Ahmed, bilime meraklı idi ve tek başına elektronik bir saat yapıp bunu büyük takdir göreceği inancı ile öğrencisi olduğu Mac Arthur Lisesine götürdü. Ne ki alkış bekleyen Ahmed, bir öğretmeninin saati bomba sanarak ihbar etmesi ile çocuk yaşta şok yaşadı.
Okulu basan polis, Ahmed’i kelepçeleyerek gözaltına alıp götürdü.
Üç gün okuldan uzaklaştırıldı.
Ahmed şaşkındı, ürkmüştü, korkmuştu.
Cesaretlendirileceğine kelepçelenmişti.
Hayallerini gerçekleştirmesi için destekleneceğine suçlu muamelesi görmüştü. Merakları, üretimi, bir ağaç gibi budanıp kanatları kırılmıştı.
Zan ve korku imparatorluğu Amerika, diğer siyah çocuklara yaptığı gibi şiddet uygulamış Ahmed’in hayalleri ile oynamıştı.
Şimdi Ahmed, yaşadıklarından sonra kesinlikle okuluna dönmeyi düşünmemekte.
Lise öğrenimini “Evden Okul” sistemiyle sürdürmek istemekte.
Beslenme ve uyku düzeni bozulduğu için geçici süre bir yakınının evinde kalan ve bitkin olan Ahmed, icatlarından elbet vaz geçmeyecek.
İslamofobi, ırkçılık, renkçilik, dincilik; Amerika’nın hiç bırakmadığı fanatizmi.

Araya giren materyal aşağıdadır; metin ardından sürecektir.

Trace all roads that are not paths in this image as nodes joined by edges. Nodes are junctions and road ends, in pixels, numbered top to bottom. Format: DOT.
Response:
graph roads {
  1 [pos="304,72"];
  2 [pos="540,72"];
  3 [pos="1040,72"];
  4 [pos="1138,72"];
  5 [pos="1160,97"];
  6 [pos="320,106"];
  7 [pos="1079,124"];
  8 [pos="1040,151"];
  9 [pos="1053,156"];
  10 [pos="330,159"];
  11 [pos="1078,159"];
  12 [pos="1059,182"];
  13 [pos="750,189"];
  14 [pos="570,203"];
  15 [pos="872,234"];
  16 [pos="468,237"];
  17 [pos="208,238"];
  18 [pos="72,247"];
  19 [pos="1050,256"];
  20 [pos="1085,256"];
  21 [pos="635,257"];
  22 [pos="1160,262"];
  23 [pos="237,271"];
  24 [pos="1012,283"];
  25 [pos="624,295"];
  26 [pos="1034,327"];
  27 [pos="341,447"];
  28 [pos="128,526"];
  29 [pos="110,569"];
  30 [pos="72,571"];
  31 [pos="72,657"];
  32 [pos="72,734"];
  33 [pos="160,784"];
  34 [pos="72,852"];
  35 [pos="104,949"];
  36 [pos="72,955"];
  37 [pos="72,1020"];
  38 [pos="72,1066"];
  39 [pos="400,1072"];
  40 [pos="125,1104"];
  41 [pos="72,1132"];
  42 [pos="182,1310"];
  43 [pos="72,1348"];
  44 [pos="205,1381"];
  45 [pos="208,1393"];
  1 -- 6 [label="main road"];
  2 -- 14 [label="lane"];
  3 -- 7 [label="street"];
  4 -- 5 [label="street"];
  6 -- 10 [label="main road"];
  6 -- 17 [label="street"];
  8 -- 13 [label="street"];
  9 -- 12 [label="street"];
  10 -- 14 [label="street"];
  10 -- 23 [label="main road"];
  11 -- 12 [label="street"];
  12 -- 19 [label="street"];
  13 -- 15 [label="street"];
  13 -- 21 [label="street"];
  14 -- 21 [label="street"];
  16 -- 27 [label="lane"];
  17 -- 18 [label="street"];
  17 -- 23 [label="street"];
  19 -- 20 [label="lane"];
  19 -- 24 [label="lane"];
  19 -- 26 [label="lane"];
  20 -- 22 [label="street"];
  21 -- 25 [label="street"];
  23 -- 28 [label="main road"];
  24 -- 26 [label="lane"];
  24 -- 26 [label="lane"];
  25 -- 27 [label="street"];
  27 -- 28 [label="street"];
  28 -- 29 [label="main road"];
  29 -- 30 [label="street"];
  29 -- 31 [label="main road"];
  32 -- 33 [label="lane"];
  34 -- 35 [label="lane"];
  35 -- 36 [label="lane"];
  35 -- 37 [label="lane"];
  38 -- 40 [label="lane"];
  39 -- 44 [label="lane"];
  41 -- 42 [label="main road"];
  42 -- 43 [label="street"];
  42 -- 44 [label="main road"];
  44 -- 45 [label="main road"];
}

Amerika’da daha yeni üç Müslüman üniversiteli genç katledildi. Gün geçmesin ki masum bir zenci genci, sokak ortasında vurma haberi gelmesin. Zencilere köpeklerle yaptığı işkenceler arşivlerde bol miktarda mevcut. Irak hapishanelerindeki işkence ve tacizler, bu topraklarda intikam almaya yeminli yeni terör örgütlerini doğurdu. Sanki o harlı ırkçılık günlerinden sonra bugün fazla bir şey değişmemiş gibi.

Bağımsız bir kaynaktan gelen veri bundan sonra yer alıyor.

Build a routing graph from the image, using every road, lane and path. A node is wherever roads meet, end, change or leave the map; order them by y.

Yıl 1957, ABD’de sadece beyaz öğrencilerin gittiği Harry Harding Lisesi’ne kabul edilen ilk siyah öğrencilerden Dorothy Counts, kendisine yapılan tacizlere sadece 4 gün dayanabilmiş ve okuldan ayrılmak zorunda kalmıştı.

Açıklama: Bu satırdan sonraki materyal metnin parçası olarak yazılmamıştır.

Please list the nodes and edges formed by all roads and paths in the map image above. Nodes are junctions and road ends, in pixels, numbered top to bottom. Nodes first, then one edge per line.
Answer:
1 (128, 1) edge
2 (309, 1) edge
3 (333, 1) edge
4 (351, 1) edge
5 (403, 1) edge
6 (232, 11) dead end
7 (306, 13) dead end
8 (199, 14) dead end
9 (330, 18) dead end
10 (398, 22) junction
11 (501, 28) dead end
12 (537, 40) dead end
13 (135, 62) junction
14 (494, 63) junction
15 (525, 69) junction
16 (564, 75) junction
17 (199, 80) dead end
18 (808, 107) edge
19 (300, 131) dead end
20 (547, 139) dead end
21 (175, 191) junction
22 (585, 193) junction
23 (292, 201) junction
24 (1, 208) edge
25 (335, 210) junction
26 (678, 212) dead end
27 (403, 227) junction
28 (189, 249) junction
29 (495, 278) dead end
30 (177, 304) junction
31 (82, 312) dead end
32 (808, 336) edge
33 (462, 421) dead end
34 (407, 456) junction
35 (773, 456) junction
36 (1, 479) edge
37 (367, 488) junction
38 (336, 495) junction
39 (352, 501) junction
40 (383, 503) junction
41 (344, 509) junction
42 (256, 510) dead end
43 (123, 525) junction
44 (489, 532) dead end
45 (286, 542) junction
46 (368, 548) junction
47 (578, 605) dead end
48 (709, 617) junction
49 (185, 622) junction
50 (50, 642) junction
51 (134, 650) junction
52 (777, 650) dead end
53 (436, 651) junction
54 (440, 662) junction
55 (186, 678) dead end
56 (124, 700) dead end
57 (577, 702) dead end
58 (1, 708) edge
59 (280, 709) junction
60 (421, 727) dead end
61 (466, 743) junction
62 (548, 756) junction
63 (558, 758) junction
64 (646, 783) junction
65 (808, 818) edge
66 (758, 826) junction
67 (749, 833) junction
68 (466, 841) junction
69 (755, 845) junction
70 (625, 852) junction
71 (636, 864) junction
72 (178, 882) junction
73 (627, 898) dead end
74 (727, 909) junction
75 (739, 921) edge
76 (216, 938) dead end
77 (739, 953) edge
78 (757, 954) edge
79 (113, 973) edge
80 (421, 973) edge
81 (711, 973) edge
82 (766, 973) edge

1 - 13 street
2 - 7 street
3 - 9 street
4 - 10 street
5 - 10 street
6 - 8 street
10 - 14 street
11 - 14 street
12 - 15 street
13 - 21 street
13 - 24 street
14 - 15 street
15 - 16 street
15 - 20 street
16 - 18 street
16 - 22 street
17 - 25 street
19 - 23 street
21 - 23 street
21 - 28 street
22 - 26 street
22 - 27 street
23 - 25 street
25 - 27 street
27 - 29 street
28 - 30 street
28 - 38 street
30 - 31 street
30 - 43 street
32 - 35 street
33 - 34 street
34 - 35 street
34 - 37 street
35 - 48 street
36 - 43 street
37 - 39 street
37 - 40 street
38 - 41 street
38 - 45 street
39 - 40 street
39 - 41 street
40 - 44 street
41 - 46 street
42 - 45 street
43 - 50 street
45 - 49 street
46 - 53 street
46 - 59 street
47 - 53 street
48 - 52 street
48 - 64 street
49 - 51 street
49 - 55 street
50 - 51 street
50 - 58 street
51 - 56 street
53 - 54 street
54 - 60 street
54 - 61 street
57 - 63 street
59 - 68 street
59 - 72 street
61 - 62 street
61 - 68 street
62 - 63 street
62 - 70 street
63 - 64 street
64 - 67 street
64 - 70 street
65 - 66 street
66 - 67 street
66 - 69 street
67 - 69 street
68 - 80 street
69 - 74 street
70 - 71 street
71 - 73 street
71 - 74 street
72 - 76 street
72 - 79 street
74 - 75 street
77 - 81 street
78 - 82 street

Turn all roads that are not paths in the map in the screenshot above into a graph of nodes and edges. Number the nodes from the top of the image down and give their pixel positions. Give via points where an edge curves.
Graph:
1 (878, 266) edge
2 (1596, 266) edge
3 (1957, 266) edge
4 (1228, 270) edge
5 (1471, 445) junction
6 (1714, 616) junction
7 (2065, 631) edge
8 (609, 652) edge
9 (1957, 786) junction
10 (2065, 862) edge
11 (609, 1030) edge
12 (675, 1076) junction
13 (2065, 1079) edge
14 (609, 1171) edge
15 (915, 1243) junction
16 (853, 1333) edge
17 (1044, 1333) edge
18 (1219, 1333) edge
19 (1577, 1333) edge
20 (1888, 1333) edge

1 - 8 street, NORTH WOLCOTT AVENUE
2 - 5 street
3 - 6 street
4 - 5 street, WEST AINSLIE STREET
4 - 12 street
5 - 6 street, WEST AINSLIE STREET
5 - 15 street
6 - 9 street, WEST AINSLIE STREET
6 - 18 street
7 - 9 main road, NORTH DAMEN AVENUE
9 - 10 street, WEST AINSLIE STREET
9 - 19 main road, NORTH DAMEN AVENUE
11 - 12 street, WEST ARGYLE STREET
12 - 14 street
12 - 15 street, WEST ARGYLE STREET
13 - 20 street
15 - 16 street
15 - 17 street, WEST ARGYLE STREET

Elliot Erwitt tarafından 1950’de ABD’de (Kuzey Carolina) çekilmiş vesika niteliğindeki bir fotoğrafta, beyazlar ile zencilerin su içtikleri çeşmelerin bile ayrıldığı görülmekte. White (beyaz) yazan çeşmenin gayet şık bir lavabosu varken, Colored (derisi renkli) yazan çeşme, siyahların içeceği yer olduğu için çok fakiranedir.
Sene 2015, o fotoğraftan bu güne 65 yıl geçmiş ama ABD, küçük çocuklara kelepçe takacak kadar ırkçılık karnesini zayıflarla doldurmaya devam etmekte.